Testo dell'intervento a nome del
Coordinamento Fermiamo la Guerra - Genova
letto di fronte a 40.000 persone

Quello che noi tutti temevamo è successo. Da oggi una nuova guerra insanguina il
nostro pianeta e si va ad aggiungere all'altra settantina di conflitti più o
meno dimenticati in atto.
Anche questa mieterà vite umane. Non importa quante.
Questa guerra però, a differenza delle altre, assume significati particolari,
terribili.
Non mi riferisco alle ragioni ufficiali del conflitto: Saddam è sicuramente uno
dei tanti dittatori in circolazione e certamente si è macchiato di crimini
contro l'umanità e, in particolare, di crimini contro il popolo curdo e contro
le minoranze religiose e politiche irachene.
Non mi riferisco neppure alle ragioni che miliardi di persone ritengono più
verosimili: tutte le guerre, che non siano di liberazione, hanno e hanno avuto
alle spalle ragioni economiche. Che si chiamassero petrolio o conquista di nuovi
mercati, poco importa.
Questa guerra è particolare principalmente per due motivi.
E' la prima delle guerre "preventive", figlia illegittima di altri morti, quelli
dell'11 settembre.
La guerra preventiva giustifica tutto; non necessita di giudici superiori,
soprattutto se invocata dall'unica potenza militare ed economica oggi esistente.

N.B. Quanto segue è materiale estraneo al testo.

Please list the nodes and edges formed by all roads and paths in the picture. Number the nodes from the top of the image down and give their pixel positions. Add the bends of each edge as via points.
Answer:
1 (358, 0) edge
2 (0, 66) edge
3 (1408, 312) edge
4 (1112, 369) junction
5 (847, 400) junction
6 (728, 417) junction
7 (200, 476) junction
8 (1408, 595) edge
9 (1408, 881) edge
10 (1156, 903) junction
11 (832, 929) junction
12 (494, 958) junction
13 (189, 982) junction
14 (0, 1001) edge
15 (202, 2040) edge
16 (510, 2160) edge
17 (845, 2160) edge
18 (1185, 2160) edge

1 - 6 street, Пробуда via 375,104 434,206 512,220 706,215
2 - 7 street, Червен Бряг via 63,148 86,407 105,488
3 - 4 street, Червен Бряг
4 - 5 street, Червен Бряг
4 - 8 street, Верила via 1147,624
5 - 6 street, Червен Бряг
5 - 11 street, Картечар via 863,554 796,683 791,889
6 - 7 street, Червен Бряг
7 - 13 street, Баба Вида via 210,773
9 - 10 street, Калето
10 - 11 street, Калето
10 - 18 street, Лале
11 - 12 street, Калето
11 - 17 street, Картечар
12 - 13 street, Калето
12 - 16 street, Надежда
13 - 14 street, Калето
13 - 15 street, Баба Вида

La guerra preventiva non ha termine: lo hanno affermato le stese persone che l'
hanno teorizzata.
Non ammette mediazioni: trasforma le differenze culturali, politiche, religiose
in nemici da abbattere. E questo non solo sul piano internazionale, ma anche
nella vita quotidiana di tutti noi: l'altro, il diverso, è una persona della
quale sospettare. L'immigrato, il musulmano, l'antagonista sono potenziali
terroristi. Null'altro.
La guerra preventiva è la negazione del confronto democratico; spodesta la
politica intesa come luogo di soluzione dei conflitti sociali e al suo posto
promuove la violenza.
Proprio qui, a Genova, ne abbiamo avuto una triste anticipazione. Oggi è il 20
marzo: permettetemi di ricordare qui, per un secondo, Carlo Giuliani.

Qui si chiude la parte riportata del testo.